TASK OBJECTIVE. Among the lines of the material, copy those that hold the string "JSON".

SUPPLIED ENTRIES.
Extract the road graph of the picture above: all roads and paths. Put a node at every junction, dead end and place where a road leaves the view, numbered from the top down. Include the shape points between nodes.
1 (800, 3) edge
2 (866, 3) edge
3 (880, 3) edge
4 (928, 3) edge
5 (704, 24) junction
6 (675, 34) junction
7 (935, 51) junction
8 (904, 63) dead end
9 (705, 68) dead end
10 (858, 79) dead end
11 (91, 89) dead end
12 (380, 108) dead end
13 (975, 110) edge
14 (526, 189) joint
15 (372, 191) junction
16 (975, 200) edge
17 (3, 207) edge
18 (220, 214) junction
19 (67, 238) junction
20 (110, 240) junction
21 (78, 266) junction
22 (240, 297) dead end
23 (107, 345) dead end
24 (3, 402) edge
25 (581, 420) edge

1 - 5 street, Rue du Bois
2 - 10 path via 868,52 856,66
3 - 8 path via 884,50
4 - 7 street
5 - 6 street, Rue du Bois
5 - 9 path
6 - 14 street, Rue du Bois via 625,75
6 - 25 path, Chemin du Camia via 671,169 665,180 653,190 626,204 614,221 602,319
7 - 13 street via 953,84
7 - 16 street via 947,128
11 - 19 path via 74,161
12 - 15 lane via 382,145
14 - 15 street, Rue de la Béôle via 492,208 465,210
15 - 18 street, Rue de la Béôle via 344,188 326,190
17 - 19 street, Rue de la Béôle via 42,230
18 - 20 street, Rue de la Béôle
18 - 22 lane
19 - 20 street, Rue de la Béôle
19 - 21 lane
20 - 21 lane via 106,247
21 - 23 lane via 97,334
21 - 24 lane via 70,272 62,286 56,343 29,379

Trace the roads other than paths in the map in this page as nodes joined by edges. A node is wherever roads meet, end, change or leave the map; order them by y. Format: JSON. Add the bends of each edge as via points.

--

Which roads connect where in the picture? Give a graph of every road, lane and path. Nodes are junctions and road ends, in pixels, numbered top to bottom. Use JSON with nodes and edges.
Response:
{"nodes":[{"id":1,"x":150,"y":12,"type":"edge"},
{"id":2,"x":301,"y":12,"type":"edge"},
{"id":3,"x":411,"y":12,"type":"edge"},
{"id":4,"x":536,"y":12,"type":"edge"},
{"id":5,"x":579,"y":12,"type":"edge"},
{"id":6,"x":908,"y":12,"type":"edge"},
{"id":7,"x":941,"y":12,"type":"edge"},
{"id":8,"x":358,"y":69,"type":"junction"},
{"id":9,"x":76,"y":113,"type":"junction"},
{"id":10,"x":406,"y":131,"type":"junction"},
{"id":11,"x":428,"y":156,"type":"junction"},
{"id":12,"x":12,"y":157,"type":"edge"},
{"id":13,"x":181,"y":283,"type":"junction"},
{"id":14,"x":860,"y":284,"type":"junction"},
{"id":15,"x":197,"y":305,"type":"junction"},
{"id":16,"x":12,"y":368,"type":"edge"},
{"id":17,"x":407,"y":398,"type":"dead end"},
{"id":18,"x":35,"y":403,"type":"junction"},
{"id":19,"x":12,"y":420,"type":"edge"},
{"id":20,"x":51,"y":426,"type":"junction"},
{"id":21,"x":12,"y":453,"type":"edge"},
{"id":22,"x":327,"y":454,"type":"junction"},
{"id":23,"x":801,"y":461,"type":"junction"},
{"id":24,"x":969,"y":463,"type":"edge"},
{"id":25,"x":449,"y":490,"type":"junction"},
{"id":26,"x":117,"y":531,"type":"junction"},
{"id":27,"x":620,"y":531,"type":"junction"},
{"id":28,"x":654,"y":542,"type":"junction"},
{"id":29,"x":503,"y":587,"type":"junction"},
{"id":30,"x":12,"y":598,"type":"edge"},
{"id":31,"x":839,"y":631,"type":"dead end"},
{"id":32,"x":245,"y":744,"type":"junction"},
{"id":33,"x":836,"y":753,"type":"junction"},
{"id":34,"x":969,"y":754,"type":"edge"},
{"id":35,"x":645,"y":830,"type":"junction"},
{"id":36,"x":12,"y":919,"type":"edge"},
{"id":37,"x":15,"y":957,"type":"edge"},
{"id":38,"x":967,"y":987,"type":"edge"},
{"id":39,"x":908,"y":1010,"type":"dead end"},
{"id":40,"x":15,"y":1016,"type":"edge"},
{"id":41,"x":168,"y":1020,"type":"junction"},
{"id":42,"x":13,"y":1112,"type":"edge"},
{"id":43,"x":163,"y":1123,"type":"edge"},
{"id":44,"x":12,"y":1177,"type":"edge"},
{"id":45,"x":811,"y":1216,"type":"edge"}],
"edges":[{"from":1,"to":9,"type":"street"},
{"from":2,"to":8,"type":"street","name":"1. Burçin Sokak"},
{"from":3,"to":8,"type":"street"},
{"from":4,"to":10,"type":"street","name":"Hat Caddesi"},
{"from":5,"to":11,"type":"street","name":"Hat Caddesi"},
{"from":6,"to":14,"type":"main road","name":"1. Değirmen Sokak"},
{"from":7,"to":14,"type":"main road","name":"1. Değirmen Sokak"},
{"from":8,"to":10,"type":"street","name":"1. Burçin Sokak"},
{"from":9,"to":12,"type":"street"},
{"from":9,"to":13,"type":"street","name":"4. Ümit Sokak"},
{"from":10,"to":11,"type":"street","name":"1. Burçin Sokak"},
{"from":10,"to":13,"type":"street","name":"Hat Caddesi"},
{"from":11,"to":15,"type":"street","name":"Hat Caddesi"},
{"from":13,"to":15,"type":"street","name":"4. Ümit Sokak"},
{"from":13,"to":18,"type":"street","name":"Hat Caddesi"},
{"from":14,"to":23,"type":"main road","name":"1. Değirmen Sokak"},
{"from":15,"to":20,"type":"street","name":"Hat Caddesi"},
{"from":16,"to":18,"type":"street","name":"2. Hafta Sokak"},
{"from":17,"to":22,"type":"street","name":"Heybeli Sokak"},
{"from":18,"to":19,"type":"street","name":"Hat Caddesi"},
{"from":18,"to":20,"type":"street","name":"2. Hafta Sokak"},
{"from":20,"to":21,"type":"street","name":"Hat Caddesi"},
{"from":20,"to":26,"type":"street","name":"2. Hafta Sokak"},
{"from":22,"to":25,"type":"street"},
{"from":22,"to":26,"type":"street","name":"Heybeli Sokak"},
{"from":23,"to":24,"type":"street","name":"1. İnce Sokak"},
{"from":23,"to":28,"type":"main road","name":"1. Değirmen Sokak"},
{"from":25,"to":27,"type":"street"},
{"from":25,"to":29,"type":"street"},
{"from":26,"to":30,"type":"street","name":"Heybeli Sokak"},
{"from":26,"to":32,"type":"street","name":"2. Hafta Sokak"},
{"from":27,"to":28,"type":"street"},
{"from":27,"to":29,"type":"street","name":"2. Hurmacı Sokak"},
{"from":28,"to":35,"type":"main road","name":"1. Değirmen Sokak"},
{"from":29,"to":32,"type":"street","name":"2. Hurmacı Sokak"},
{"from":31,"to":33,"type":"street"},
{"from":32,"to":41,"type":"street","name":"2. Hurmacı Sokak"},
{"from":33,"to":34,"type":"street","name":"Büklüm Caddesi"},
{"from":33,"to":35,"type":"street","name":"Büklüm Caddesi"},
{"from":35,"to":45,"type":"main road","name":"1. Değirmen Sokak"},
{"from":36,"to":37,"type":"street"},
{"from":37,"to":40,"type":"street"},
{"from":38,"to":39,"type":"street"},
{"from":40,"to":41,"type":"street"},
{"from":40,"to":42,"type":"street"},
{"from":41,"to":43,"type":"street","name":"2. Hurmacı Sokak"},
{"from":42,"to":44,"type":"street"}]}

TASK RESPONSE.
Trace the roads other than paths in the map in this page as nodes joined by edges. A node is wherever roads meet, end, change or leave the map; order them by y. Format: JSON. Add the bends of each edge as via points.
Which roads connect where in the picture? Give a graph of every road, lane and path. Nodes are junctions and road ends, in pixels, numbered top to bottom. Use JSON with nodes and edges.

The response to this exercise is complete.